◆ **Exercise description**: Find all lines below containing the string "Singh" and return them.

Dataset excerpts Block Start

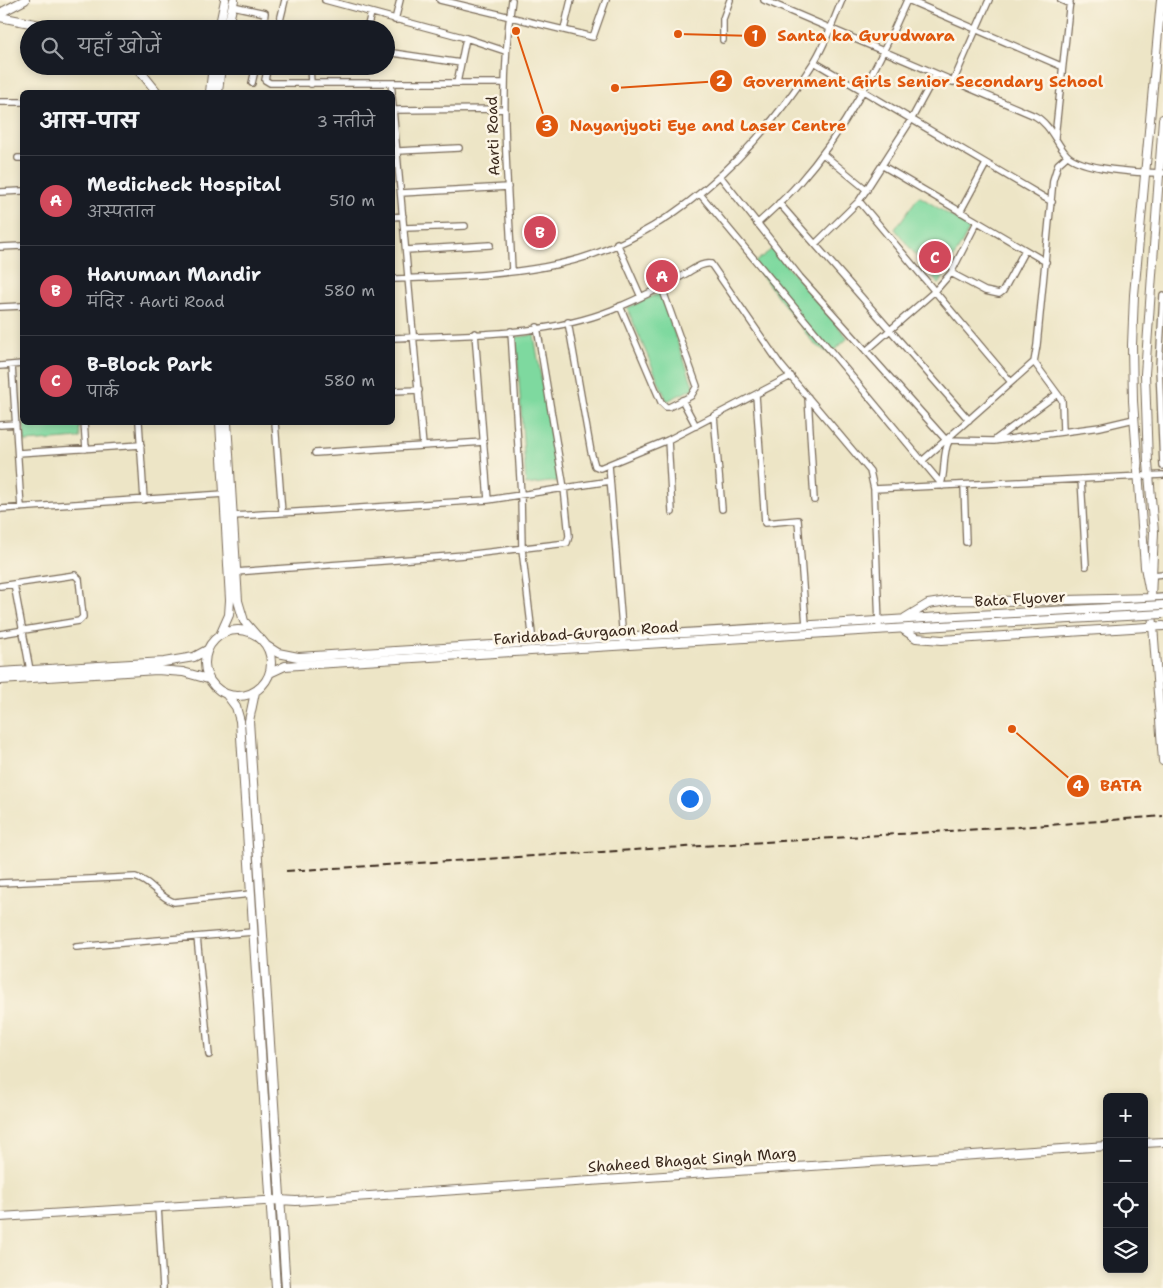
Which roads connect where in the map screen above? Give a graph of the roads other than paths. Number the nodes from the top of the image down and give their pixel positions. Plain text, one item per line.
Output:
1 (25, 0) edge
2 (225, 0) edge
3 (285, 0) edge
4 (325, 0) edge
5 (400, 0) edge
6 (440, 0) edge
7 (512, 0) edge
8 (571, 0) edge
9 (606, 0) edge
10 (730, 0) edge
11 (764, 0) edge
12 (842, 0) edge
13 (907, 0) edge
14 (989, 0) edge
15 (1061, 0) edge
16 (1161, 0) edge
17 (452, 1) edge
18 (776, 2) edge
19 (1070, 2) edge
20 (233, 3) edge
21 (0, 13) edge
22 (371, 13) junction
23 (0, 17) edge
24 (509, 18) junction
25 (221, 20) edge
26 (229, 20) edge
27 (264, 20) edge
28 (280, 20) edge
29 (369, 20) edge
30 (395, 20) junction
31 (20, 21) edge
32 (830, 28) junction
33 (564, 29) junction
34 (976, 29) junction
35 (466, 38) junction
36 (723, 40) dead end
37 (505, 51) junction
38 (884, 52) junction
39 (395, 53) edge
40 (814, 62) junction
41 (461, 63) junction
42 (1061, 66) junction
43 (936, 74) junction
44 (143, 75) edge
45 (212, 75) edge
46 (220, 75) edge
47 (254, 75) edge
48 (266, 75) edge
49 (310, 75) edge
50 (953, 82) junction
51 (252, 83) dead end
52 (392, 83) junction
53 (457, 83) junction
54 (504, 83) junction
55 (311, 84) junction
56 (155, 90) edge
57 (210, 90) edge
58 (218, 90) edge
59 (392, 90) edge
60 (864, 91) junction
61 (0, 102) edge
62 (20, 102) edge
63 (504, 109) junction
64 (395, 110) edge
65 (1163, 119) edge
66 (911, 120) junction
67 (395, 126) edge
68 (1055, 137) junction
69 (459, 148) dead end
70 (398, 151) junction
71 (823, 154) junction
72 (1067, 156) junction
73 (400, 164) junction
74 (986, 164) junction
75 (395, 165) edge
76 (883, 166) junction
77 (1146, 172) junction
78 (1160, 173) edge
79 (720, 176) junction
80 (508, 187) junction
81 (867, 190) junction
82 (20, 191) edge
83 (0, 192) edge
84 (401, 193) junction
85 (700, 194) junction
86 (859, 201) junction
87 (1052, 202) junction
88 (779, 203) junction
89 (960, 212) junction
90 (403, 216) junction
91 (395, 217) edge
92 (977, 222) junction
93 (757, 224) junction
94 (464, 226) dead end
95 (404, 228) junction
96 (617, 243) junction
97 (815, 244) junction
98 (490, 245) dead end
99 (20, 246) edge
100 (0, 247) edge
101 (406, 250) junction
102 (1025, 250) junction
103 (1046, 262) junction
104 (512, 271) junction
105 (951, 273) junction
106 (408, 278) junction
107 (395, 279) edge
108 (662, 288) junction
109 (936, 290) junction
110 (1163, 295) edge
111 (641, 297) junction
112 (20, 306) edge
113 (620, 306) junction
114 (0, 307) edge
115 (1147, 321) junction
116 (568, 322) junction
117 (1162, 322) edge
118 (537, 328) junction
119 (890, 329) junction
120 (511, 331) junction
121 (476, 334) junction
122 (415, 337) junction
123 (395, 338) edge
124 (866, 351) junction
125 (1034, 362) junction
126 (20, 364) edge
127 (12, 365) junction
128 (0, 366) edge
129 (791, 376) junction
130 (1011, 382) junction
131 (419, 390) junction
132 (395, 391) edge
133 (1057, 394) junction
134 (756, 395) junction
135 (808, 397) junction
136 (682, 400) junction
137 (714, 416) junction
138 (1134, 419) junction
139 (969, 420) junction
140 (16, 424) junction
141 (0, 425) edge
142 (84, 425) edge
143 (139, 425) edge
144 (220, 425) edge
145 (227, 425) edge
146 (275, 425) edge
147 (696, 426) junction
148 (1063, 432) junction
149 (668, 440) junction
150 (948, 441) junction
151 (994, 441) junction
152 (484, 442) junction
153 (141, 445) junction
154 (423, 446) junction
155 (86, 449) junction
156 (18, 453) junction
157 (315, 453) dead end
158 (922, 461) junction
159 (609, 465) junction
160 (1163, 466) edge
161 (1163, 475) edge
162 (1149, 476) junction
163 (1138, 477) junction
164 (1081, 479) junction
165 (610, 481) junction
166 (942, 485) junction
167 (964, 485) junction
168 (564, 488) junction
169 (874, 489) junction
170 (224, 494) junction
171 (521, 495) junction
172 (144, 500) junction
173 (488, 500) junction
174 (814, 500) dead end
175 (21, 508) junction
176 (0, 509) edge
177 (722, 509) dead end
178 (672, 512) dead end
179 (282, 513) junction
180 (233, 516) junction
181 (966, 542) dead end
182 (522, 549) junction
183 (1086, 566) dead end
184 (236, 572) junction
185 (1163, 574) edge
186 (1153, 575) junction
187 (14, 584) junction
188 (0, 585) edge
189 (1163, 597) edge
190 (1151, 598) junction
191 (1163, 605) edge
192 (1163, 614) edge
193 (904, 619) junction
194 (879, 621) junction
195 (806, 625) junction
196 (1163, 626) edge
197 (1153, 627) junction
198 (22, 630) junction
199 (904, 630) junction
200 (880, 631) junction
201 (0, 634) edge
202 (222, 634) junction
203 (257, 636) junction
204 (623, 640) junction
205 (533, 642) junction
206 (267, 646) junction
207 (207, 650) junction
208 (30, 670) junction
209 (0, 672) edge
210 (270, 673) junction
211 (208, 679) junction
212 (0, 680) edge
213 (255, 692) junction
214 (227, 695) junction
215 (1163, 761) edge
216 (0, 883) edge
217 (251, 894) junction
218 (253, 932) junction
219 (197, 937) junction
220 (76, 947) dead end
221 (208, 1055) dead end
222 (1163, 1142) edge
223 (1148, 1143) edge
224 (1103, 1146) edge
225 (280, 1200) junction
226 (270, 1201) junction
227 (158, 1207) junction
228 (0, 1216) edge
229 (163, 1288) edge
230 (276, 1288) edge
231 (286, 1288) edge

1 - 21 street
2 - 25 street
3 - 28 street
4 - 22 street
5 - 30 street
6 - 17 street
7 - 24 street, Aarti Road
8 - 33 street
9 - 33 street
10 - 36 street
11 - 18 street
12 - 32 street
13 - 34 street
13 - 38 street
14 - 34 street
15 - 19 street
16 - 77 street
17 - 24 street
18 - 32 street
19 - 42 street
20 - 26 street
20 - 27 street
22 - 29 street
22 - 30 street
23 - 31 street
24 - 33 street
24 - 37 street, Aarti Road
30 - 35 street
32 - 38 street
32 - 40 street
34 - 42 street
34 - 50 street
35 - 37 street
35 - 41 street
37 - 54 street, Aarti Road
38 - 43 street
38 - 60 street
39 - 41 street
40 - 60 street
40 - 79 street
41 - 53 street
42 - 68 street
43 - 50 street
43 - 66 street
44 - 56 street
45 - 57 street
46 - 58 street
47 - 51 street
48 - 55 street
49 - 55 street
50 - 68 street
52 - 53 street
52 - 55 street
52 - 59 street
53 - 54 street
54 - 63 street, Aarti Road
60 - 66 street
60 - 71 street
61 - 62 street
63 - 64 street
63 - 80 street, Aarti Road
65 - 78 street
66 - 74 street
66 - 76 street
67 - 70 street
68 - 72 street
69 - 70 street
70 - 73 street
71 - 81 street
71 - 88 street
72 - 77 street
72 - 87 street
73 - 75 street
73 - 84 street
74 - 87 street
74 - 89 street
76 - 81 street
76 - 89 street
77 - 78 street
77 - 138 street
78 - 115 street
79 - 85 street
79 - 93 street
80 - 84 street
80 - 104 street, Aarti Road
81 - 86 street
82 - 83 street
84 - 90 street
85 - 96 street
85 - 158 street
86 - 97 street
86 - 109 street
87 - 103 street
88 - 93 street
88 - 97 street
89 - 92 street
90 - 91 street
90 - 95 street
92 - 102 street
92 - 105 street
93 - 124 street
94 - 95 street
95 - 101 street
96 - 104 street
96 - 111 street
97 - 119 street
98 - 101 street
99 - 100 street
101 - 106 street
102 - 103 street
102 - 105 street
103 - 125 street
104 - 106 street
105 - 109 street
106 - 107 street
106 - 122 street
108 - 111 street
108 - 129 street
108 - 136 street
109 - 119 street
109 - 130 street
110 - 117 street
111 - 113 street
112 - 114 street
113 - 116 street
113 - 136 street
115 - 117 street
115 - 162 street
116 - 118 street
116 - 159 street
117 - 160 street
118 - 120 street
118 - 168 street
119 - 124 street
119 - 139 street
120 - 121 street
120 - 171 street
121 - 122 street
121 - 152 street
122 - 123 street
122 - 131 street
124 - 150 street
125 - 130 street
125 - 133 street
126 - 127 street
127 - 128 street
127 - 140 street
129 - 134 street
129 - 135 street
130 - 139 street
131 - 132 street
131 - 154 street
133 - 148 street
133 - 151 street
134 - 137 street
134 - 195 street
135 - 169 street
135 - 174 street
136 - 147 street
137 - 147 street
137 - 177 street
138 - 148 street
138 - 163 street
139 - 150 street
140 - 141 street
140 - 156 street
142 - 155 street
143 - 153 street
144 - 170 street
145 - 180 street
146 - 179 street
147 - 149 street
148 - 151 street
149 - 159 street
149 - 178 street
150 - 151 street
150 - 158 street
150 - 166 street
152 - 154 street
152 - 173 street
153 - 155 street
153 - 172 street
154 - 157 street
155 - 156 street
156 - 175 street
158 - 166 street
159 - 165 street
161 - 162 street
162 - 163 street
162 - 186 street
163 - 164 street
163 - 190 street
164 - 167 street
164 - 183 street
165 - 168 street
165 - 204 street
166 - 167 street
166 - 169 street
167 - 181 street
168 - 171 street
168 - 182 street
169 - 194 street
170 - 172 street
170 - 202 street
171 - 173 street
171 - 182 street
172 - 175 street
173 - 179 street
175 - 176 street
179 - 180 street
180 - 184 street
182 - 184 street
182 - 205 street
184 - 203 street
185 - 186 street
186 - 190 street
187 - 188 street
187 - 198 street
187 - 198 street
189 - 190 street
190 - 193 street
190 - 197 street
191 - 193 street, Bata Flyover, bridge
192 - 199 street, Bata Flyover, bridge
193 - 194 street, Bata Flyover
194 - 195 street, Faridabad-Gurgaon Road
194 - 200 street
195 - 204 street, Faridabad-Gurgaon Road
196 - 197 street
197 - 199 street
197 - 215 street
198 - 201 street
198 - 208 street
199 - 200 street, Faridabad-Gurgaon Road
200 - 204 street, Faridabad-Gurgaon Road
202 - 203 street
202 - 207 street
203 - 206 street
204 - 205 street, Faridabad-Gurgaon Road
204 - 210 street, Faridabad-Gurgaon Road
205 - 206 street, Faridabad-Gurgaon Road
206 - 210 street
207 - 208 street
207 - 211 street
208 - 209 street
210 - 213 street
211 - 212 street
211 - 214 street
213 - 214 street
213 - 225 street
214 - 217 street
216 - 217 street
217 - 218 street
218 - 219 street
218 - 226 street
219 - 220 street
219 - 221 street
222 - 223 street
224 - 225 street, Shaheed Bhagat Singh Marg
225 - 226 street, Shaheed Bhagat Singh Marg
225 - 231 street
226 - 227 street, Shaheed Bhagat Singh Marg
226 - 230 street
227 - 228 street, Shaheed Bhagat Singh Marg
227 - 229 street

Dataset excerpts Block End

◆ **Written reply**:
224 - 225 street, Shaheed Bhagat Singh Marg
225 - 226 street, Shaheed Bhagat Singh Marg
226 - 227 street, Shaheed Bhagat Singh Marg
227 - 228 street, Shaheed Bhagat Singh Marg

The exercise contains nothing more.